Last Saturday I went to go see Battle Hymns and Gardens play in a semi-converted warehouse gallery down in the industrial district near the river here in Portland. It was a good venue for their brand of avant-garde, spiritual jazz featuring two saxophones, drums, bass and stellar musicianship all around. The headlining act was a man playing clarinet through an assortment of loops and delays that I wasn't real crazy about but the thing that really stole the show was the opening act: Michael Hurley.
His folksy stylings and ramblings between songs would, on the surface, seem to have no place in an evening of experimental, improvised jazz. But something about it worked.
You see, the beauty of a Michael Hurley performance is that the lines between introductory stories, ramblings and the songs themselves can be heavily blurred.
I gathered from his introductions that he must illustrate his own album covers, but it took some deciphering. My favorite moment in the show had to be when someone requested a song about an opossum (I think?) and his response was "There's a lot going on in the world right now with... opossums..." completely free of irony. It seemed like a story would be coming to accompany this anecdote but... Nope! He just launched into the song. Later he returned to it and explained how he has an opossum character he draws in his cartoons and so does his friend. I'm providing you about as much context there as he did.
His accompaniment style is minimal and noodly, alternating between simple chord, percussively hitting the strings, playing unisons with the vocal line, playing bass part under the melody or hitting the occasional, really random jazz chord. My friend who invited me to the show at one point, noting his tastefully "messy" style, leaned over and said "Do you think he gives lessons?"
"Yes, but he only gives life lessons," I told him. He laughed a loud, inappropriate laugh in the quiet, artsy venue.

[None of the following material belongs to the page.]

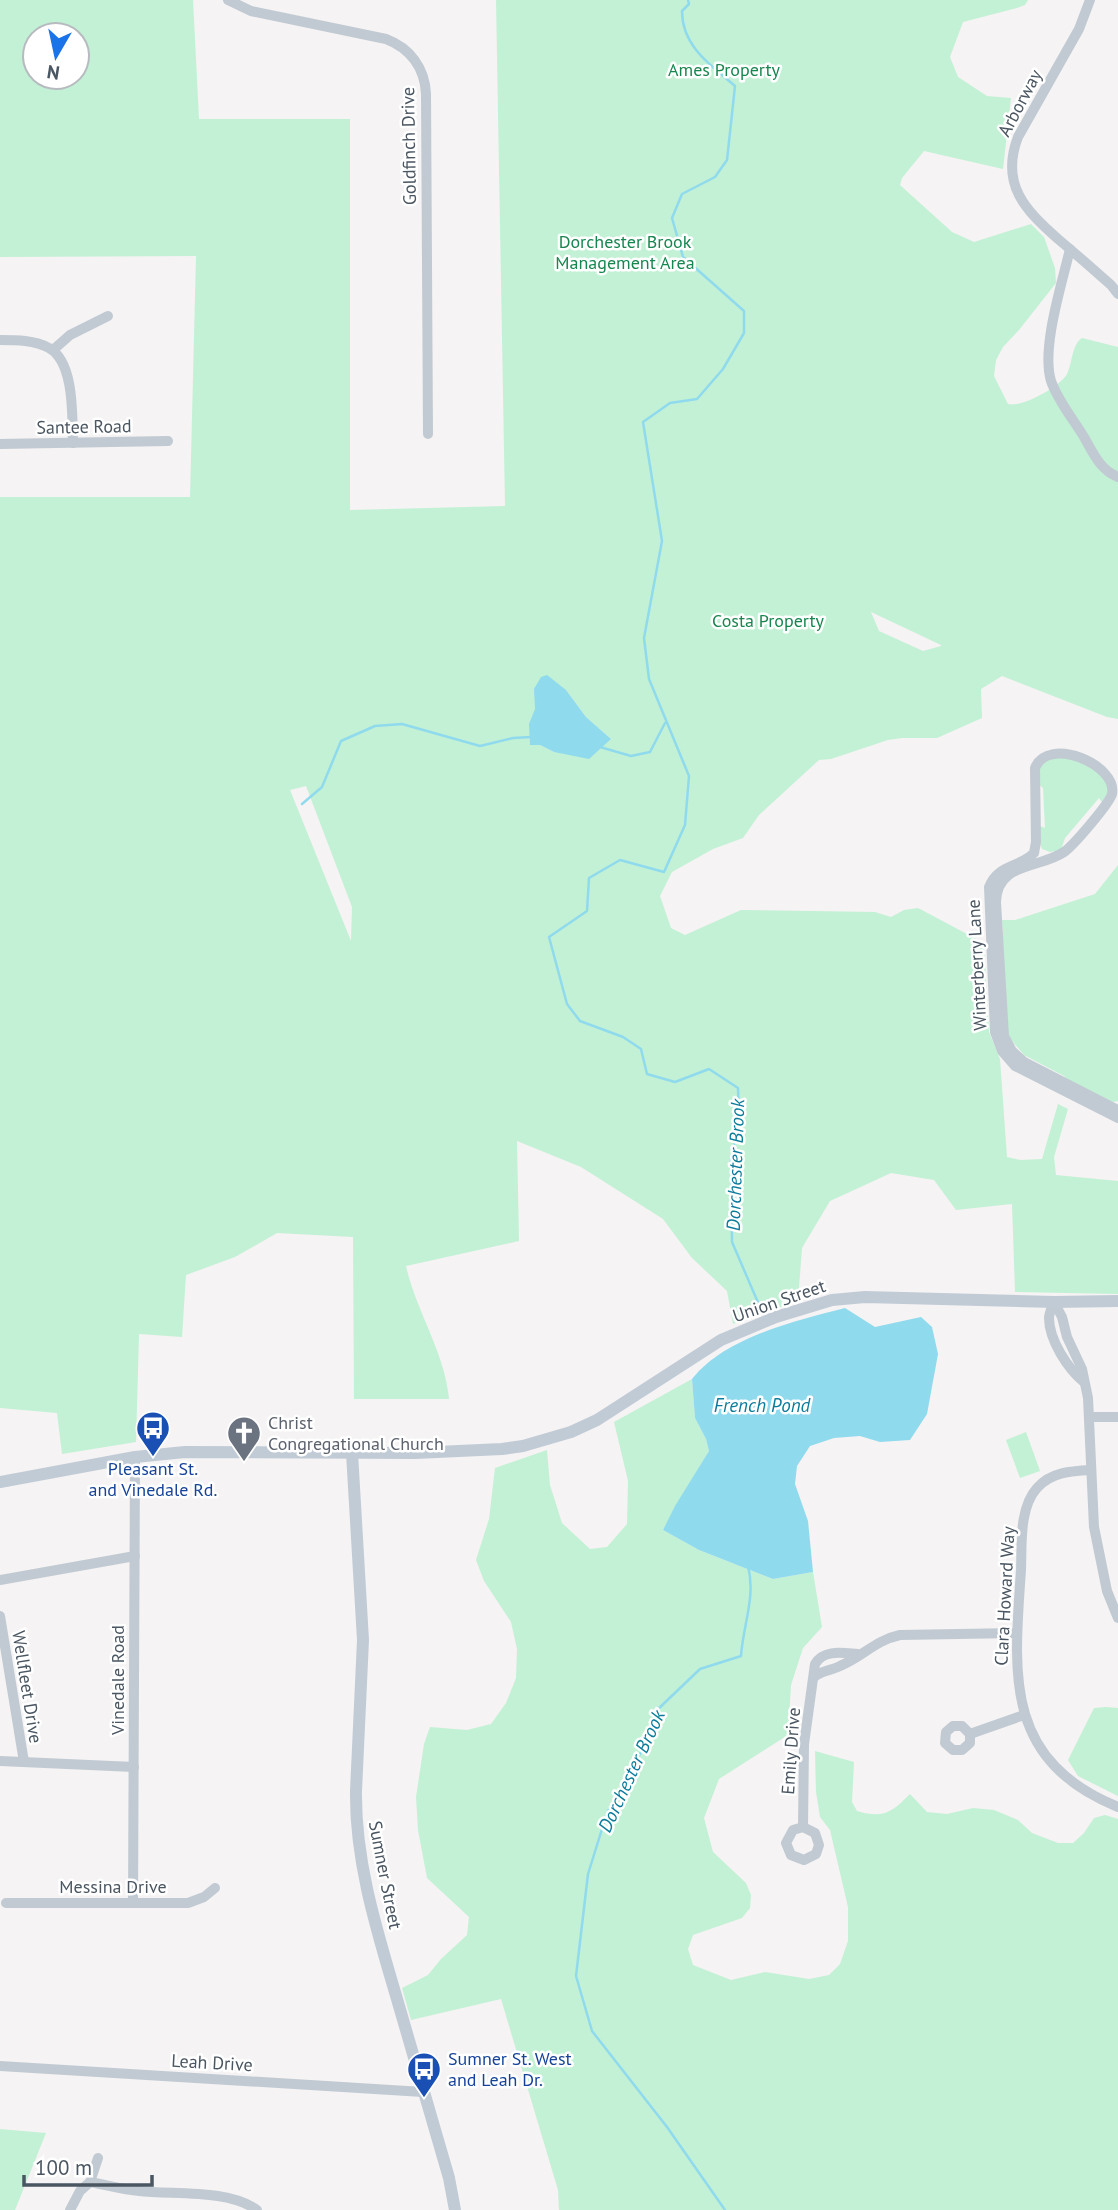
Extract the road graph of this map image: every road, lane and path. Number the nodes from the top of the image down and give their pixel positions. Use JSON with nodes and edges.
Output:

He has quite a discography, which makes sense given the longevity of his career. I'm not certain which songs are covers and which are originals, but he has a gift for delivering simple tunes. My ethnomusicology professor years ago told us that people are compelled to make music because "they hear truth there." I love that expression and it applies hear. When Michael Hurley sings his songs I hear the truth, in the words, the melodies and all the other things that come with it.
All in all it was wonderful and moving. Michael Hurley is now on my list of soulful, singer-songwriter types to watch out for, though that may be tricky as I have no idea when he last updated his website.